*Collection entries:*
+-------+

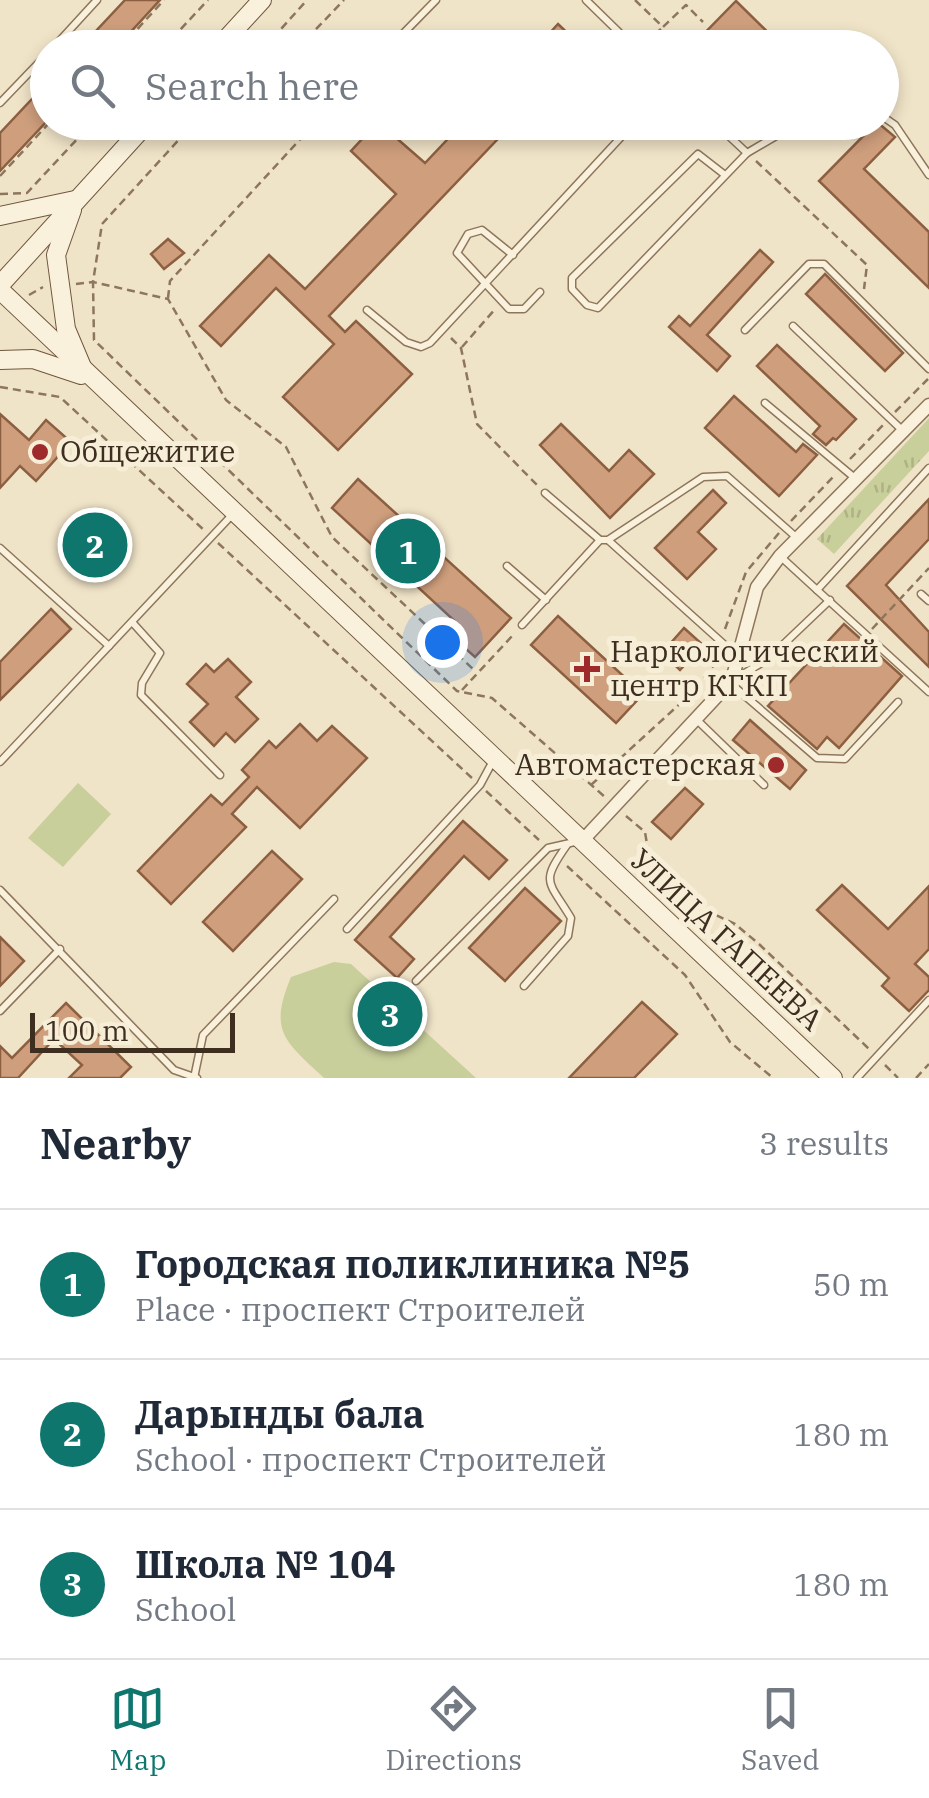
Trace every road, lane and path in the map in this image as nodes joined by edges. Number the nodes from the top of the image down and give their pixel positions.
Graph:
1 (97, 0) edge
2 (164, 0) edge
3 (208, 0) edge
4 (262, 0) edge
5 (307, 0) edge
6 (344, 0) edge
7 (436, 0) edge
8 (586, 0) edge
9 (635, 0) edge
10 (703, 22) dead end
11 (663, 27) junction
12 (70, 30) edge
13 (136, 30) edge
14 (180, 30) edge
15 (234, 30) edge
16 (280, 30) edge
17 (315, 30) edge
18 (407, 30) edge
19 (617, 30) edge
20 (659, 30) edge
21 (30, 71) edge
22 (0, 102) edge
23 (899, 131) edge
24 (33, 140) edge
25 (76, 140) edge
26 (131, 140) edge
27 (179, 140) edge
28 (299, 140) edge
29 (618, 140) edge
30 (733, 140) edge
31 (761, 140) edge
32 (769, 140) edge
33 (764, 143) junction
34 (747, 153) junction
35 (726, 174) junction
36 (929, 175) edge
37 (0, 176) edge
38 (0, 194) edge
39 (76, 200) junction
40 (0, 216) edge
41 (513, 254) junction
42 (93, 282) junction
43 (60, 286) junction
44 (484, 286) junction
45 (0, 288) edge
46 (540, 292) dead end
47 (168, 299) junction
48 (862, 300) junction
49 (501, 302) junction
50 (17, 306) junction
51 (366, 310) dead end
52 (794, 326) dead end
53 (443, 329) junction
54 (745, 330) dead end
55 (461, 348) junction
56 (0, 360) edge
57 (929, 369) edge
58 (86, 377) junction
59 (0, 386) edge
60 (765, 403) dead end
61 (929, 406) edge
62 (904, 432) junction
63 (929, 468) edge
64 (856, 480) junction
65 (545, 493) joint
66 (233, 515) junction
67 (212, 537) junction
68 (796, 538) junction
69 (604, 540) junction
70 (0, 548) edge
71 (780, 556) junction
72 (508, 566) dead end
73 (929, 568) edge
74 (817, 590) junction
75 (921, 594) dead end
76 (546, 600) junction
77 (830, 600) junction
78 (929, 601) edge
79 (132, 622) junction
80 (522, 626) joint
81 (867, 634) junction
82 (109, 646) junction
83 (738, 658) junction
84 (474, 670) dead end
85 (731, 681) junction
86 (460, 692) junction
87 (929, 692) edge
88 (898, 702) dead end
89 (695, 718) junction
90 (640, 740) dead end
91 (494, 758) junction
92 (0, 762) edge
93 (220, 776) dead end
94 (480, 785) junction
95 (591, 785) junction
96 (764, 785) dead end
97 (614, 805) junction
98 (575, 842) junction
99 (548, 848) junction
100 (558, 857) junction
101 (0, 890) edge
102 (334, 899) dead end
103 (348, 929) dead end
104 (60, 948) junction
105 (416, 980) dead end
106 (524, 986) dead end
107 (929, 1000) edge
108 (0, 1011) edge
109 (876, 1057) junction
110 (929, 1064) edge
111 (195, 1078) edge
112 (773, 1078) edge
113 (832, 1078) edge
114 (856, 1078) edge
115 (898, 1078) edge
116 (916, 1078) edge

1 - 12 lane
2 - 13 path
3 - 14 path
4 - 15 main road
5 - 16 path
6 - 17 path
7 - 18 lane
8 - 19 lane
9 - 11 path
10 - 11 path
11 - 20 path
21 - 22 lane
23 - 36 lane
24 - 37 path
25 - 38 path
26 - 39 main road
27 - 42 path
28 - 47 path
29 - 41 lane
30 - 34 lane
31 - 33 path
32 - 33 lane
33 - 34 lane
34 - 35 lane
34 - 48 path
35 - 35 lane
39 - 40 main road
39 - 43 main road
39 - 45 main road
41 - 44 lane
41 - 44 lane
42 - 43 path
42 - 47 path
42 - 86 path
43 - 50 path
43 - 58 main road
44 - 49 lane
44 - 53 lane
45 - 50 main road, УЛИЦА ГАПЕЕВА
46 - 49 lane
47 - 84 path
48 - 54 lane
48 - 57 lane
49 - 55 path
50 - 58 main road, УЛИЦА ГАПЕЕВА
51 - 53 lane
52 - 62 lane
53 - 55 path
55 - 65 path
56 - 58 main road
58 - 66 main road, УЛИЦА ГАПЕЕВА
59 - 67 path
60 - 64 lane
61 - 62 street
62 - 64 street
63 - 74 lane
64 - 68 street
65 - 69 lane
66 - 67 lane
66 - 91 main road, УЛИЦА ГАПЕЕВА
67 - 79 lane
67 - 94 path
68 - 69 lane
68 - 71 street
69 - 76 lane
69 - 83 lane
70 - 82 lane
71 - 74 lane
71 - 83 street
72 - 76 lane
73 - 81 path
74 - 77 lane
75 - 78 lane
76 - 80 lane
77 - 81 lane
77 - 85 lane
79 - 82 lane
79 - 93 lane
80 - 86 path
81 - 87 lane
82 - 92 lane
83 - 85 street
85 - 88 lane
85 - 89 street
86 - 95 path
89 - 96 lane
89 - 97 street
90 - 95 path
91 - 94 lane
91 - 98 main road, УЛИЦА ГАПЕЕВА
94 - 99 path
94 - 103 lane
95 - 97 path
97 - 98 street
97 - 109 path
98 - 99 lane
98 - 100 lane
98 - 113 main road, УЛИЦА ГАПЕЕВА
99 - 105 lane
100 - 106 lane
100 - 112 path
101 - 104 lane
102 - 111 lane
104 - 108 lane
104 - 111 lane
107 - 109 lane
109 - 114 lane
109 - 115 path
110 - 116 path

+-------+

*TASK:* Repeat each line of the records exactly. Do not include the pictures.

*RESULT:*
Trace every road, lane and path in the map in this image as nodes joined by edges. Number the nodes from the top of the image down and give their pixel positions.
Graph:
1 (97, 0) edge
2 (164, 0) edge
3 (208, 0) edge
4 (262, 0) edge
5 (307, 0) edge
6 (344, 0) edge
7 (436, 0) edge
8 (586, 0) edge
9 (635, 0) edge
10 (703, 22) dead end
11 (663, 27) junction
12 (70, 30) edge
13 (136, 30) edge
14 (180, 30) edge
15 (234, 30) edge
16 (280, 30) edge
17 (315, 30) edge
18 (407, 30) edge
19 (617, 30) edge
20 (659, 30) edge
21 (30, 71) edge
22 (0, 102) edge
23 (899, 131) edge
24 (33, 140) edge
25 (76, 140) edge
26 (131, 140) edge
27 (179, 140) edge
28 (299, 140) edge
29 (618, 140) edge
30 (733, 140) edge
31 (761, 140) edge
32 (769, 140) edge
33 (764, 143) junction
34 (747, 153) junction
35 (726, 174) junction
36 (929, 175) edge
37 (0, 176) edge
38 (0, 194) edge
39 (76, 200) junction
40 (0, 216) edge
41 (513, 254) junction
42 (93, 282) junction
43 (60, 286) junction
44 (484, 286) junction
45 (0, 288) edge
46 (540, 292) dead end
47 (168, 299) junction
48 (862, 300) junction
49 (501, 302) junction
50 (17, 306) junction
51 (366, 310) dead end
52 (794, 326) dead end
53 (443, 329) junction
54 (745, 330) dead end
55 (461, 348) junction
56 (0, 360) edge
57 (929, 369) edge
58 (86, 377) junction
59 (0, 386) edge
60 (765, 403) dead end
61 (929, 406) edge
62 (904, 432) junction
63 (929, 468) edge
64 (856, 480) junction
65 (545, 493) joint
66 (233, 515) junction
67 (212, 537) junction
68 (796, 538) junction
69 (604, 540) junction
70 (0, 548) edge
71 (780, 556) junction
72 (508, 566) dead end
73 (929, 568) edge
74 (817, 590) junction
75 (921, 594) dead end
76 (546, 600) junction
77 (830, 600) junction
78 (929, 601) edge
79 (132, 622) junction
80 (522, 626) joint
81 (867, 634) junction
82 (109, 646) junction
83 (738, 658) junction
84 (474, 670) dead end
85 (731, 681) junction
86 (460, 692) junction
87 (929, 692) edge
88 (898, 702) dead end
89 (695, 718) junction
90 (640, 740) dead end
91 (494, 758) junction
92 (0, 762) edge
93 (220, 776) dead end
94 (480, 785) junction
95 (591, 785) junction
96 (764, 785) dead end
97 (614, 805) junction
98 (575, 842) junction
99 (548, 848) junction
100 (558, 857) junction
101 (0, 890) edge
102 (334, 899) dead end
103 (348, 929) dead end
104 (60, 948) junction
105 (416, 980) dead end
106 (524, 986) dead end
107 (929, 1000) edge
108 (0, 1011) edge
109 (876, 1057) junction
110 (929, 1064) edge
111 (195, 1078) edge
112 (773, 1078) edge
113 (832, 1078) edge
114 (856, 1078) edge
115 (898, 1078) edge
116 (916, 1078) edge

1 - 12 lane
2 - 13 path
3 - 14 path
4 - 15 main road
5 - 16 path
6 - 17 path
7 - 18 lane
8 - 19 lane
9 - 11 path
10 - 11 path
11 - 20 path
21 - 22 lane
23 - 36 lane
24 - 37 path
25 - 38 path
26 - 39 main road
27 - 42 path
28 - 47 path
29 - 41 lane
30 - 34 lane
31 - 33 path
32 - 33 lane
33 - 34 lane
34 - 35 lane
34 - 48 path
35 - 35 lane
39 - 40 main road
39 - 43 main road
39 - 45 main road
41 - 44 lane
41 - 44 lane
42 - 43 path
42 - 47 path
42 - 86 path
43 - 50 path
43 - 58 main road
44 - 49 lane
44 - 53 lane
45 - 50 main road, УЛИЦА ГАПЕЕВА
46 - 49 lane
47 - 84 path
48 - 54 lane
48 - 57 lane
49 - 55 path
50 - 58 main road, УЛИЦА ГАПЕЕВА
51 - 53 lane
52 - 62 lane
53 - 55 path
55 - 65 path
56 - 58 main road
58 - 66 main road, УЛИЦА ГАПЕЕВА
59 - 67 path
60 - 64 lane
61 - 62 street
62 - 64 street
63 - 74 lane
64 - 68 street
65 - 69 lane
66 - 67 lane
66 - 91 main road, УЛИЦА ГАПЕЕВА
67 - 79 lane
67 - 94 path
68 - 69 lane
68 - 71 street
69 - 76 lane
69 - 83 lane
70 - 82 lane
71 - 74 lane
71 - 83 street
72 - 76 lane
73 - 81 path
74 - 77 lane
75 - 78 lane
76 - 80 lane
77 - 81 lane
77 - 85 lane
79 - 82 lane
79 - 93 lane
80 - 86 path
81 - 87 lane
82 - 92 lane
83 - 85 street
85 - 88 lane
85 - 89 street
86 - 95 path
89 - 96 lane
89 - 97 street
90 - 95 path
91 - 94 lane
91 - 98 main road, УЛИЦА ГАПЕЕВА
94 - 99 path
94 - 103 lane
95 - 97 path
97 - 98 street
97 - 109 path
98 - 99 lane
98 - 100 lane
98 - 113 main road, УЛИЦА ГАПЕЕВА
99 - 105 lane
100 - 106 lane
100 - 112 path
101 - 104 lane
102 - 111 lane
104 - 108 lane
104 - 111 lane
107 - 109 lane
109 - 114 lane
109 - 115 path
110 - 116 path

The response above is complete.